Why does the international community not stand in solidarity with those who died in Turkey, Bangladesh and Iraq? Why is the same solidarity not extended to these victims as was done in Orlando, San Bernardino, Brussels and Paris?  

Western arm-chair audiences are psychologically conditioned, with almost Pavlovian precision, to feel satisfied with hackneyed half-hearted assurances from Western politicians, whilst millions of refugees risk life and limb, kith and kin and yet remain languishing at the precipice of Europe’s ever-closing borders.

The rise in anti-minority hate crimes in the aftermath of Brexit is also apace with alarming alacrity. Such hatred undermines the West’s moral authority as  ‘lesson-givers’          when their own backyards are heaving with fascist far-right fundamentalist racists. Assuming that all Brexit  ‘Leave’ campaigners are racists is as puerile as thinking that all Muslims are rabid terrorists.

Media coverage purposely underplays hate crimes, which is a move beyond bias towards pure propaganda. That racism has risen post-Brexit is undeniable.

One week of political unrest and thousands seek to depart from the UK – as opposed to five years of the worst modern war in Syria and some still wonder why Syrians are leaving their homeland.                      

The superiority clichés of ‘might is right and might is white’                  divisively drive a wedge between communities,           exacerbating the worst of    Trumpism and Faragism,     a political zeitgeist gaining traction from fear by appealing to our basest instincts. Such exclusionary selective notions of solidarity wreak more marginalisation than any military misadventure of reorganising the map for convenient regime change. Speaking of   ‘military misadventures’       , at the dawn of the Chilcot findings, let us see if anyone is declared a        ‘war criminals’.

Unlike the unspeakably horrid terror assaults at the Orlando night club or Paris Bataclan, terrorism in Istanbul, Dhaka or Iraq is considered unworthy of week-long investigations. UEFA, the football organisation, even denied a        ‘moment of silence’ for the Istanbul airport victims.       

Social media users displaying pictures of a Turkish or Bangladeshi flag background are far and few between. Why should the Eiffel Tower not be lit red and white with the Turkish flag? Where are the fusillade of celeb Facebook status updates and tear-jerking tweets about the massacres in Dhaka, Istanbul and Iraq? 

Where are the ‘Je suis Istanbul’ or ‘Je suis Dhaka’ incantations? When are global leaders congregating in Istanbul and Dhaka for funeral memorial services? So far, human empathy is yet to evolve from stale diplo-speak statements of the glaringly obvious.
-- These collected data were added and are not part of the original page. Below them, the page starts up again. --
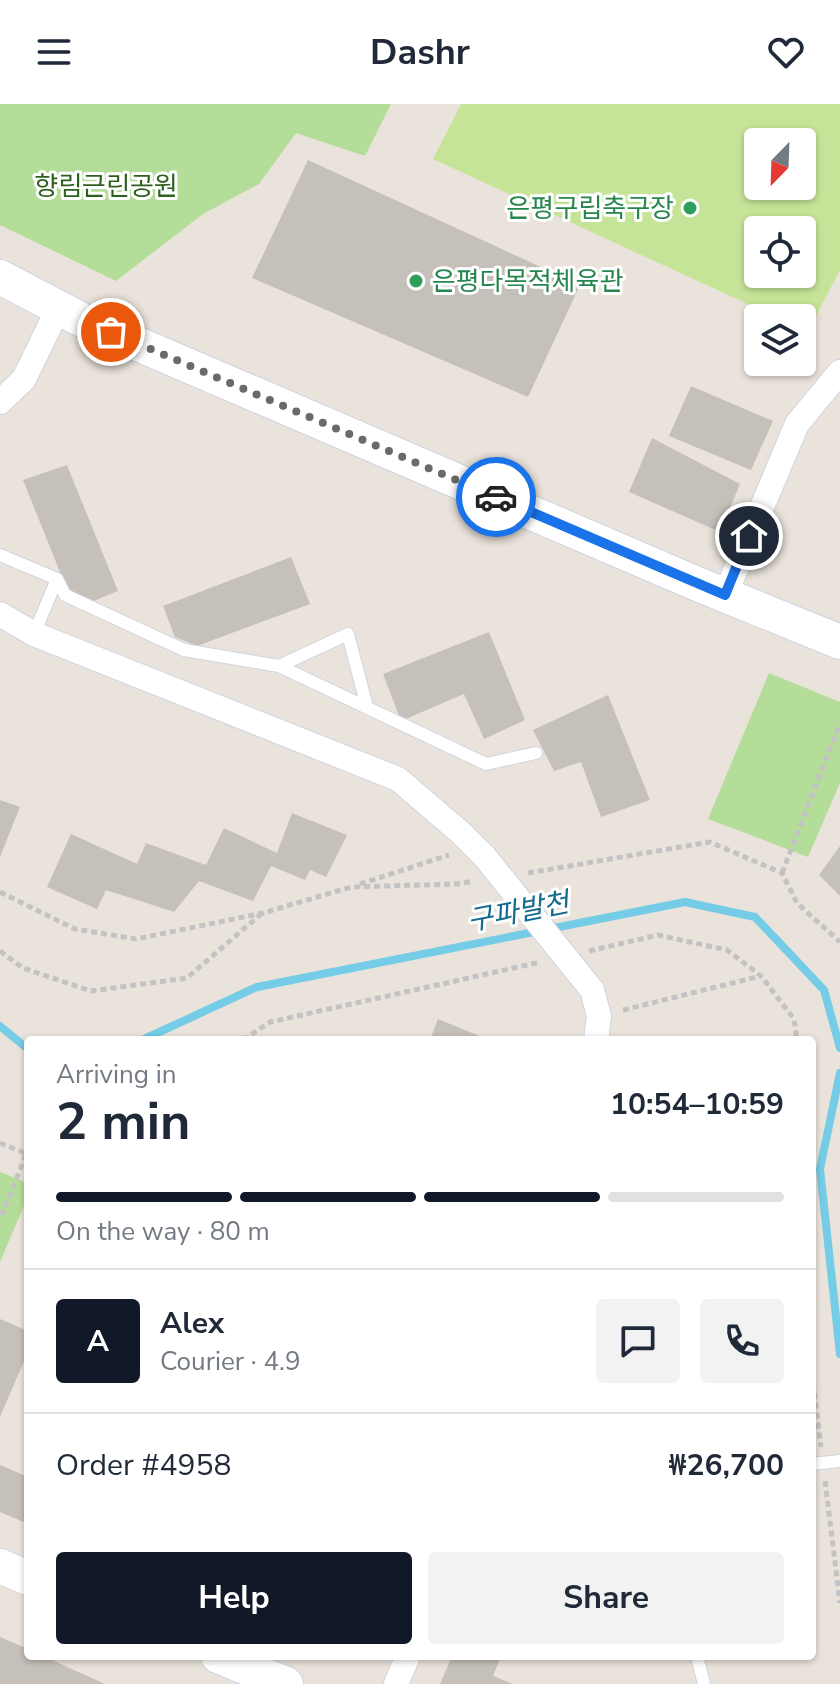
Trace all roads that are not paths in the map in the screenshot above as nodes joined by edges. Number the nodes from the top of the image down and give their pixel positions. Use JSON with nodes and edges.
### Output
{"nodes":[{"id":1,"x":0,"y":277,"type":"edge"},
{"id":2,"x":58,"y":309,"type":"junction"},
{"id":3,"x":840,"y":372,"type":"edge"},
{"id":4,"x":0,"y":402,"type":"edge"},
{"id":5,"x":0,"y":555,"type":"edge"},
{"id":6,"x":57,"y":579,"type":"junction"},
{"id":7,"x":725,"y":595,"type":"junction"},
{"id":8,"x":0,"y":614,"type":"edge"},
{"id":9,"x":34,"y":634,"type":"junction"},
{"id":10,"x":840,"y":642,"type":"edge"},
{"id":11,"x":279,"y":666,"type":"junction"},
{"id":12,"x":367,"y":707,"type":"junction"},
{"id":13,"x":536,"y":753,"type":"dead end"},
{"id":14,"x":596,"y":1036,"type":"edge"},
{"id":15,"x":840,"y":1461,"type":"edge"},
{"id":16,"x":816,"y":1464,"type":"edge"},
{"id":17,"x":0,"y":1566,"type":"edge"},
{"id":18,"x":24,"y":1576,"type":"edge"},
{"id":19,"x":228,"y":1660,"type":"edge"},
{"id":20,"x":406,"y":1660,"type":"edge"},
{"id":21,"x":698,"y":1660,"type":"edge"},
{"id":22,"x":286,"y":1684,"type":"edge"},
{"id":23,"x":396,"y":1684,"type":"edge"},
{"id":24,"x":704,"y":1684,"type":"edge"}],
"edges":[{"from":1,"to":2,"type":"main road"},
{"from":2,"to":4,"type":"street"},
{"from":2,"to":7,"type":"main road"},
{"from":3,"to":7,"type":"street"},
{"from":5,"to":6,"type":"lane"},
{"from":6,"to":9,"type":"lane"},
{"from":6,"to":11,"type":"lane"},
{"from":7,"to":10,"type":"main road"},
{"from":8,"to":9,"type":"street"},
{"from":9,"to":14,"type":"street","bridge":true},
{"from":11,"to":12,"type":"lane"},
{"from":11,"to":12,"type":"lane"},
{"from":12,"to":13,"type":"lane"},
{"from":15,"to":16,"type":"lane","bridge":true},
{"from":17,"to":18,"type":"main road"},
{"from":19,"to":22,"type":"main road"},
{"from":20,"to":23,"type":"street"},
{"from":21,"to":24,"type":"lane"}]}
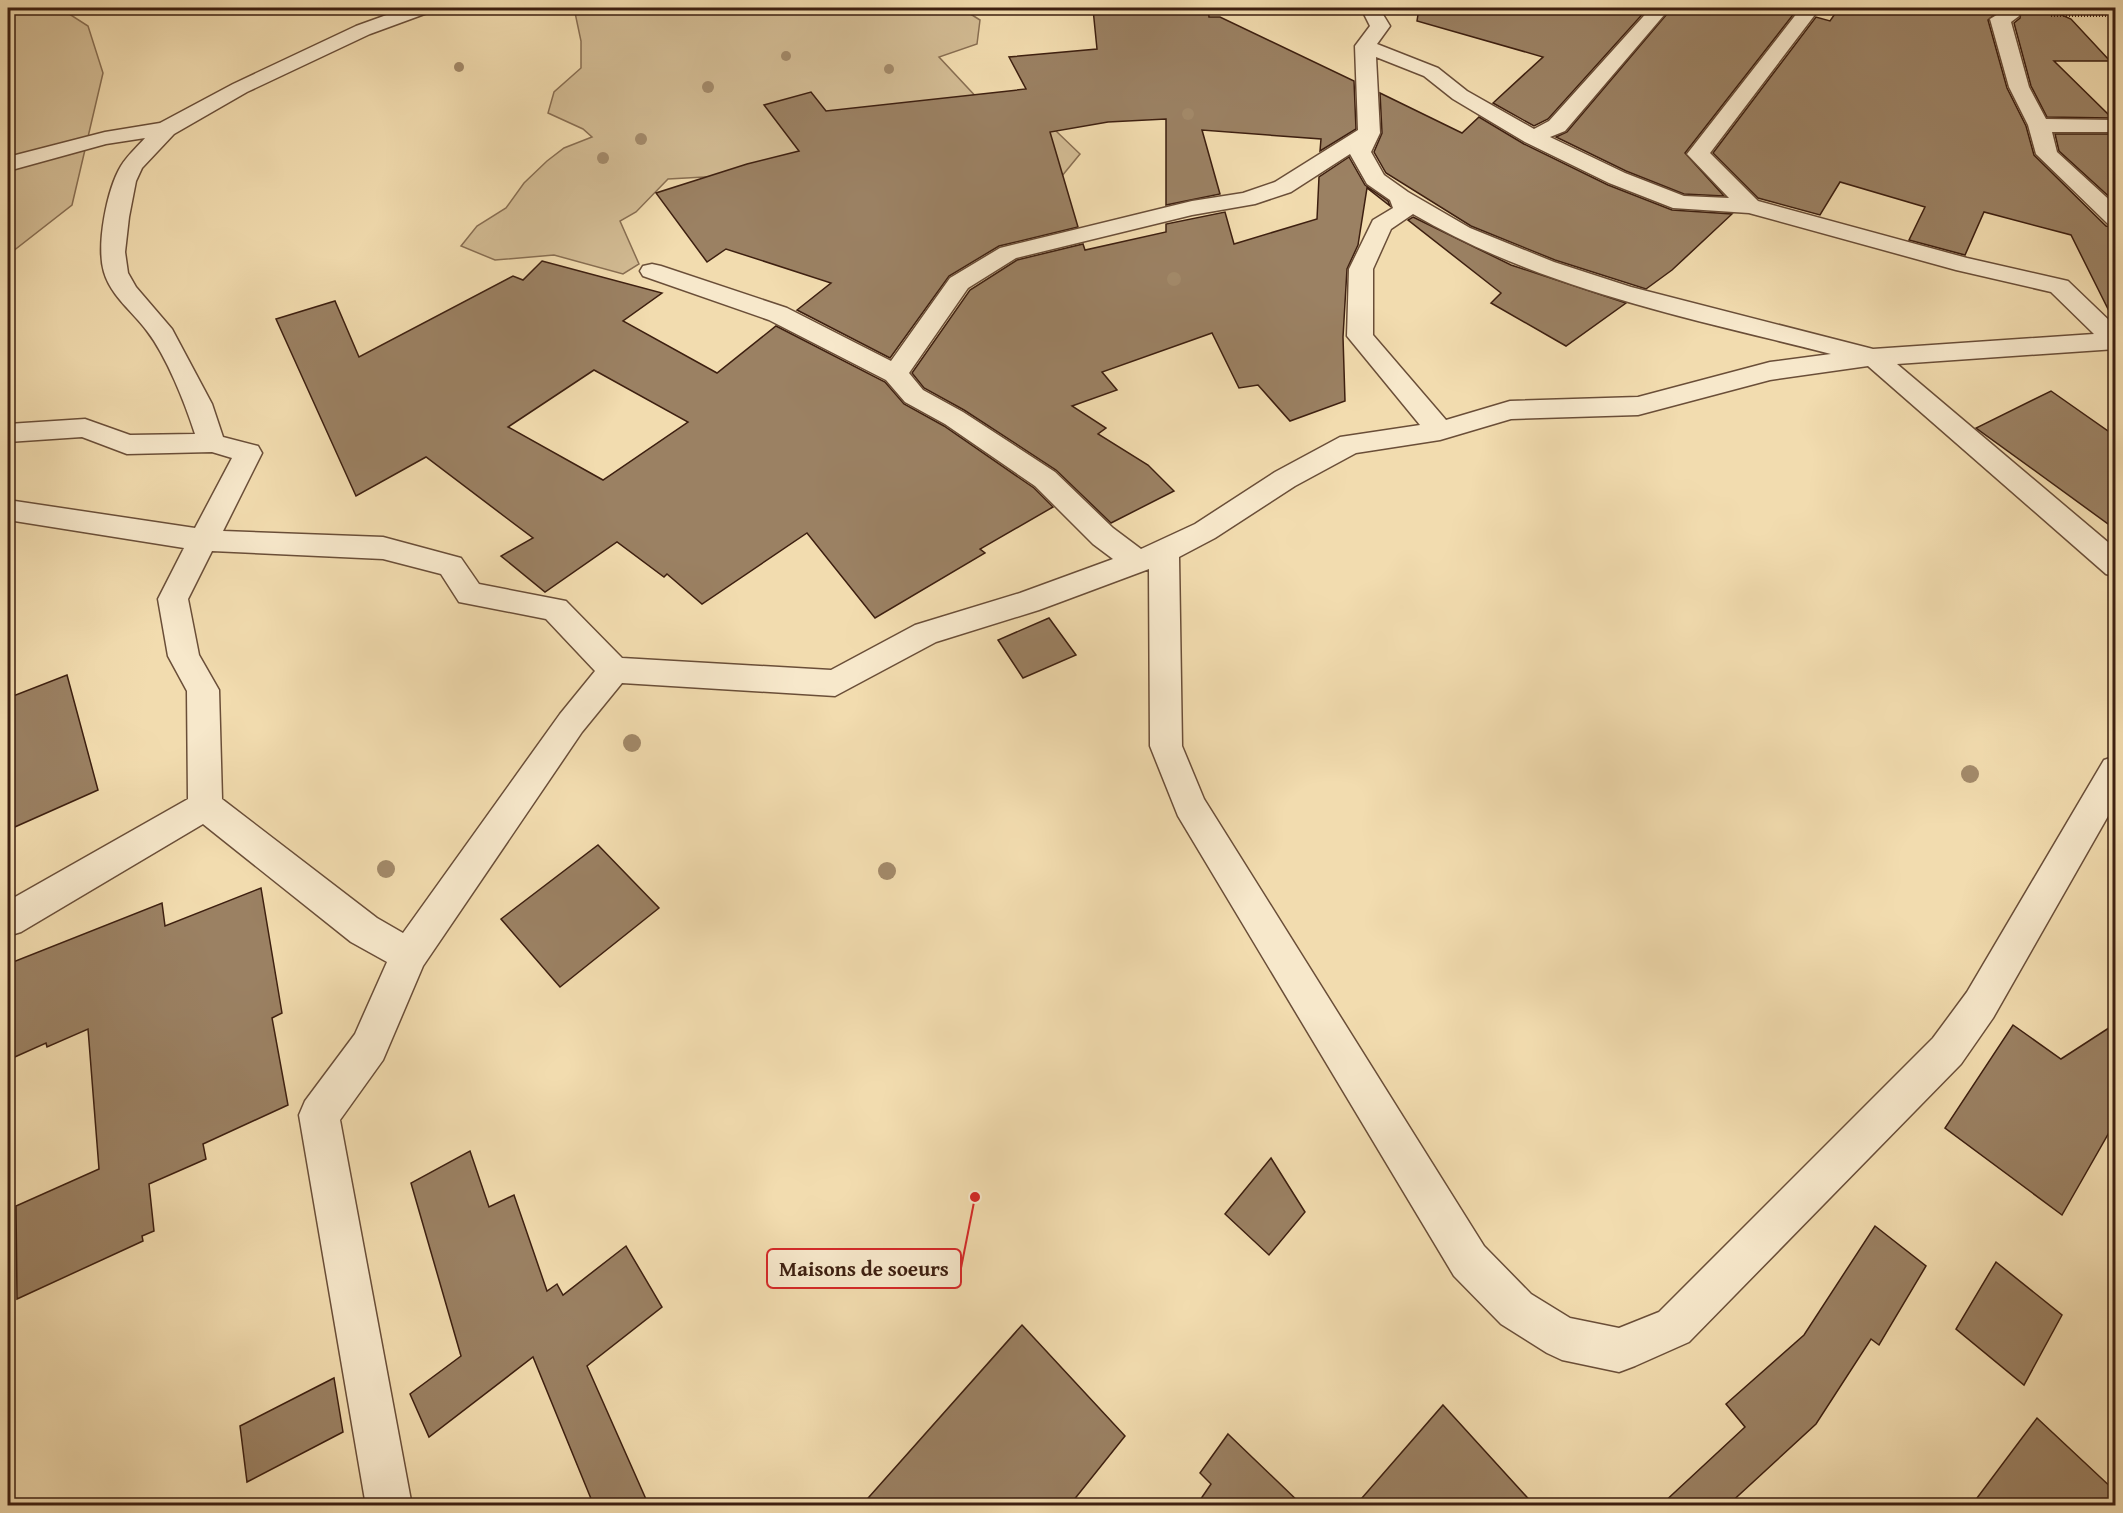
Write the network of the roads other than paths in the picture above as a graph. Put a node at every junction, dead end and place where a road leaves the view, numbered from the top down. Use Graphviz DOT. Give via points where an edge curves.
graph roads {
  1 [pos="423,8"];
  2 [pos="1370,8"];
  3 [pos="1661,8"];
  4 [pos="1811,8"];
  5 [pos="2005,13"];
  6 [pos="1365,46"];
  7 [pos="2039,125"];
  8 [pos="2115,126"];
  9 [pos="166,129"];
  10 [pos="1369,133"];
  11 [pos="1533,137"];
  12 [pos="8,164"];
  13 [pos="1400,197"];
  14 [pos="1750,206"];
  15 [pos="2115,219"];
  16 [pos="652,271"];
  17 [pos="2115,341"];
  18 [pos="1873,357"];
  19 [pos="895,374"];
  20 [pos="1440,431"];
  21 [pos="8,433"];
  22 [pos="212,443"];
  23 [pos="8,510"];
  24 [pos="202,540"];
  25 [pos="1150,557"];
  26 [pos="2115,566"];
  27 [pos="614,670"];
  28 [pos="2115,770"];
  29 [pos="205,806"];
  30 [pos="8,920"];
  31 [pos="409,955"];
  32 [pos="389,1506"];
  1 -- 9 [label="street" via="363,30 240,88"];
  2 -- 6 [label="street" via="1380,26"];
  3 -- 11 [label="street" via="1557,126"];
  4 -- 14 [label="street" via="1698,154"];
  5 -- 7 [label="street" via="2019,87"];
  6 -- 10 [label="street"];
  6 -- 11 [label="street" via="1431,72 1460,95"];
  7 -- 8 [label="street"];
  7 -- 15 [label="street" via="2047,154"];
  9 -- 12 [label="street" via="105,138"];
  9 -- 22 [label="street" via="132,166 125,182 112,252 116,273 126,291 159,329 199,404"];
  10 -- 13 [label="street" via="1360,152 1375,179"];
  10 -- 19 [label="street" via="1274,190 1008,253 959,283"];
  11 -- 14 [label="street" via="1617,178 1681,203"];
  13 -- 18 [label="street" via="1462,233 1546,267 1623,293"];
  13 -- 20 [label="street" via="1406,210 1382,225 1361,269 1360,336"];
  14 -- 17 [label="street" via="1964,265 2059,286"];
  16 -- 19 [label="street" via="778,314"];
  17 -- 18 [label="street"];
  18 -- 20 [label="street" via="1770,371 1638,406 1510,410"];
  18 -- 26 [label="street"];
  19 -- 25 [label="street" via="914,396 954,417 1046,479 1103,536"];
  20 -- 25 [label="street" via="1350,444 1285,478 1205,531"];
  21 -- 22 [label="street" via="85,428 127,444"];
  22 -- 24 [label="street" via="248,453"];
  23 -- 24 [label="street"];
  24 -- 27 [label="street" via="382,548 452,566 470,594 555,609"];
  24 -- 29 [label="street" via="172,598 184,656 203,690"];
  25 -- 27 [label="street" via="1028,602 926,633 835,683"];
  25 -- 28 [label="street" via="1166,746 1190,806 1469,1260 1516,1309 1562,1338 1619,1350 1674,1327 1947,1051 1980,1005"];
  27 -- 31 [label="street" via="571,723"];
  29 -- 30 [label="street"];
  29 -- 31 [label="street" via="364,930"];
  31 -- 32 [label="street" via="369,1047 319,1115"];
}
When a devastating assault like Paris or Orlando occurs, the world is forced to mourn (rightly so)     yet when psychopathic suicide bombers blow themselves up or kill in Bardo, Bangladesh, Beirut, Bamako, Baghdad, Ankara or Istanbul, no one flinches, it only merits momentary cursory news coverage.

The populists, pseudo-intellectuals, mouthy preachers of our moral exasperation, political pundits have stage-managed to outmanoeuvre our better judgement by broadcasting        naïve   cognitive dissonance: when Westerners are killed by terrorist attacks it’s a tragedy when “they” (Arabs, Africans, Turks) are massacred by terrorism, it’s but an ill-fated normality in a destabilised region.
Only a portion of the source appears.